Franz Kafka The Castle
Kel Kade’s Kingdoms and Chaos, book 4 of the King’s Dark Tidings series.
The 33 Strategies of War by Robert Greene
The Shepherd’s Crown, Terry Pratchett. Then the question is what next?
@Betty_BW have you read Carpet People by Pratchett? I just reread that one. Nice Terry fix When I exhausted Pratchett I found the Hard Luck Hank series by Stephen Campbell and then life was good again Right now reading The Weapon Wizards: How Israel Became a High Tech Superpower. Interesting so far
Great suggestions I like the look of Hard Luck Hank, the titles alone amused me. I will have to choose a suitably futuristic snuff to go with them.
There are some Howard of Warwick Chronicles of Brother Hermitage I haven’t got to yet for historical merryment. A damp Anglo-Saxon farmyard type snuff or for the Norman side Old Paris goes well with them.
Textbooks. All of the textbooks. Once I get some free time, though, I’ll be finishing Jason Matthews’s Red Sparrow trilogy.
Bagombo Snuff Box
a collection of Kurt Vonneguts short stories from his early days of writing for magazines.
Some funny ones in here
Revisiting the best fantasy series I’ve so far read. “The Malazan book of the Fallen”, by Steven Erikson.
Scotland Yard Casebook by Joan Lock
Havent had much time to sit down and read lately due to wrenches thrown in the gears of an already chaotic life, but listening to Keep the Aspidistra Flying by George Orwell on audiobook whenever possible while doing house and yard work.
The Terror - Dan Simmons Erebus - Michael Palin is next I think
@Betty_BW did you ever give Hank a try? I’m rereading the Hard Luck Hank series and just love it so much. Gotta go in order. Edit: the audio versions on Audible are so good too
@ar47 I’m thoroughly enjoying the first one and intend to get the rest. I do love a ripping yarn and a whole series even more.

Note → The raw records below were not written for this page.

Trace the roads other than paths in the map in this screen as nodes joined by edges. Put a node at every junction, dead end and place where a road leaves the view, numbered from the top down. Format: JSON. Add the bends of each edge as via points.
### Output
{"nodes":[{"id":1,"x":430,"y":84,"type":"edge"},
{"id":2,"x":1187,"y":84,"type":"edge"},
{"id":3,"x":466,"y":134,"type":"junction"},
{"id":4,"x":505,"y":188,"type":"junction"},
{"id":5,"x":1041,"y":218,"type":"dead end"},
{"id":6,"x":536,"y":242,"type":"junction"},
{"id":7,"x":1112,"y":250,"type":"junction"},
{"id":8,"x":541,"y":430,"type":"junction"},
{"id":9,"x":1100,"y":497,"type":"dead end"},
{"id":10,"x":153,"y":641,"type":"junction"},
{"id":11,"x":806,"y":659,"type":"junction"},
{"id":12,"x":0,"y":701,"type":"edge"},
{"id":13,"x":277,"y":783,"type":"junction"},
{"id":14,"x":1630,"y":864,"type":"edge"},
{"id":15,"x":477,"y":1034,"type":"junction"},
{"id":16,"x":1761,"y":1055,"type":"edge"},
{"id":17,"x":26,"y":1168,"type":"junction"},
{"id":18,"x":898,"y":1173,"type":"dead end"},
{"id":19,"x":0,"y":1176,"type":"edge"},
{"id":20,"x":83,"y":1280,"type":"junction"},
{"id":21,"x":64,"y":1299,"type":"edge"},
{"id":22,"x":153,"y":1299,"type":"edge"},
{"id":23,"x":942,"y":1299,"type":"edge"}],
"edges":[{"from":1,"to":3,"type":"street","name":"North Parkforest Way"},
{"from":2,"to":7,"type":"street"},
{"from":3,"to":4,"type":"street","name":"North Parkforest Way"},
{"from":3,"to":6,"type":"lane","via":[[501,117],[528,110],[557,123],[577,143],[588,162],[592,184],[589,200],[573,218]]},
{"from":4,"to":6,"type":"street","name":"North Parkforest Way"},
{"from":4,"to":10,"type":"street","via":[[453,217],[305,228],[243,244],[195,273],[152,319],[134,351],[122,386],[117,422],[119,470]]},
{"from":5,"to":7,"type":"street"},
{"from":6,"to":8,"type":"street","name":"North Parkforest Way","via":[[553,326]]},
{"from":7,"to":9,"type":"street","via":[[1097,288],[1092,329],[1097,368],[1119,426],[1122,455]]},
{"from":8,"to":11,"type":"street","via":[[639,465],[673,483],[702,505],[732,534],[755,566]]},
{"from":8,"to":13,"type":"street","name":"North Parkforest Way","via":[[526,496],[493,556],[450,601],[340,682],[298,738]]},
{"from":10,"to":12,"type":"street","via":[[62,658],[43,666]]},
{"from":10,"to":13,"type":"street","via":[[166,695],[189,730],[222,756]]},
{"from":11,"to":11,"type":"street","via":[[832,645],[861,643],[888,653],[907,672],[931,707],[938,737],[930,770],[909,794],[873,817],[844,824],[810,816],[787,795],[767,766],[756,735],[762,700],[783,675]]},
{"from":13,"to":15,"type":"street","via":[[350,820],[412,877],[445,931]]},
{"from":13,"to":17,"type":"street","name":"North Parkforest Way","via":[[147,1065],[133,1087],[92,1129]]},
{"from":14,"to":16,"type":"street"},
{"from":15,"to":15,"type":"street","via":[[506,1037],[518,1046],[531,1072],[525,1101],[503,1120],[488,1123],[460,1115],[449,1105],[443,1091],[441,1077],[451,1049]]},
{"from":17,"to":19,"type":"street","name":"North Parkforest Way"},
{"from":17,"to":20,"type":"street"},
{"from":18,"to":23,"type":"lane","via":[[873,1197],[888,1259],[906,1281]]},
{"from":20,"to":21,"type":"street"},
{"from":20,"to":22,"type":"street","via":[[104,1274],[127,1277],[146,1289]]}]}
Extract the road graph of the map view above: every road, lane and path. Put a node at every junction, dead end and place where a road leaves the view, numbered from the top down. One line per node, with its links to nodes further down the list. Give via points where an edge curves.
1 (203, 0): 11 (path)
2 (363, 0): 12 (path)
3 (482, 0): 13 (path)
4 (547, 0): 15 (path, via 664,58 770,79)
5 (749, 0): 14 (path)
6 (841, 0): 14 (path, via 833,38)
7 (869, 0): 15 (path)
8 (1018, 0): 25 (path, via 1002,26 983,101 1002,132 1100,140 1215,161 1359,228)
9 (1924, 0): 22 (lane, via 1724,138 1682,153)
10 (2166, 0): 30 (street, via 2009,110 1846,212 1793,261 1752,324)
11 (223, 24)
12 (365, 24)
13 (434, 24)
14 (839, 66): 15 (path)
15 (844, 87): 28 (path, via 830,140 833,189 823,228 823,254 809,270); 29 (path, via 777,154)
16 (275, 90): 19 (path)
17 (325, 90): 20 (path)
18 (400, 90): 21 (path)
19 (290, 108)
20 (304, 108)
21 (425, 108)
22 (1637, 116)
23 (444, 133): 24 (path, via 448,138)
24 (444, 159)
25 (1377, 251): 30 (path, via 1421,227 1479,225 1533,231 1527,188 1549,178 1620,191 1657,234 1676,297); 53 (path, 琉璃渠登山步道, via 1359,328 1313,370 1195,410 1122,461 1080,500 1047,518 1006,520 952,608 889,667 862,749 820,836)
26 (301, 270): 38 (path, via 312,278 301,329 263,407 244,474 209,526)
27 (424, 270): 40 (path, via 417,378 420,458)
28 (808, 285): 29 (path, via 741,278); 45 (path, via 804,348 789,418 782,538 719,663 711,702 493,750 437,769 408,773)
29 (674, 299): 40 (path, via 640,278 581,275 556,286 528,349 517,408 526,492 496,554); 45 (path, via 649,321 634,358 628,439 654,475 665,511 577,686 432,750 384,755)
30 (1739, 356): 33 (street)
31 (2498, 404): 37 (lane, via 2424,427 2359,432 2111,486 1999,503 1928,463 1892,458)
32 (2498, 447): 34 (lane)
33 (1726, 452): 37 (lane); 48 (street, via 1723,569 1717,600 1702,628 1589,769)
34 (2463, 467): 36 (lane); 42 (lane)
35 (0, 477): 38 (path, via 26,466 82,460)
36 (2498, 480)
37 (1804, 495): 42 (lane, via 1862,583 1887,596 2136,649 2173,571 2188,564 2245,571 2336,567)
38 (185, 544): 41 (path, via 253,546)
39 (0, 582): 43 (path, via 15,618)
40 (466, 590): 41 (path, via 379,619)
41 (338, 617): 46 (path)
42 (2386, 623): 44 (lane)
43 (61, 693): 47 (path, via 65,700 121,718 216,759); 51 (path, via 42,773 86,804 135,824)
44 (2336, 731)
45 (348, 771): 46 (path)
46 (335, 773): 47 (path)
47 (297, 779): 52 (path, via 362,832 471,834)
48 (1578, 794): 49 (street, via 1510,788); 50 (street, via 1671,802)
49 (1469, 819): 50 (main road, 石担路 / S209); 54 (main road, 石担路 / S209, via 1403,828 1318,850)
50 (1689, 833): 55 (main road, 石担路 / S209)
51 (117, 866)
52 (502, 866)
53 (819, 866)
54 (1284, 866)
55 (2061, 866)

Should get me through the dark days ahead of the general election and brexit I think.
Glad to hear it I’m on Basketful of Crap
That is such a great title. If I keep troughing through my recent Rosinski order at my current rate so will I be, lol.
I’m currently re-reading ‘Undaunted Courage’ by S. Ambrose, about the Lewis and Clark expedition. Great stuff.
‘Liberty Bar’, by Simenon. The older Penguin translation, not from the new series of translations.
‘Learned Optimism’ by Martin Seligman
From A Buick 8 by Stephen King. But in german Der Buick.
I try to read all the books of Mr. King. Almost for many many years as I don
Spoiled Brats by Simon King was fun
I’m reading “The complete life and times of Scrooge Mcduck.” It came out in parts in '92-93 roughl and i only got my hands on a few…i’ve wanted to read this n it’s entirety since i was 10. Now at 35 i can finally achieve this dream.
I’m back on the fabulous Pratchett with Mort.
@Betty_BW same here! But I skipped forward to one of my favorites: Theif of Time
@ar47 Great choice, remember rule one!
Such Good Boys. It’s about a guy who killed his schizophrenic mother.
Text book of automatic pistols written by R.K. Wilson
The Spy and the Traitor by Ben Macintyre. A fascinating look at the Oleg Gordievsky case.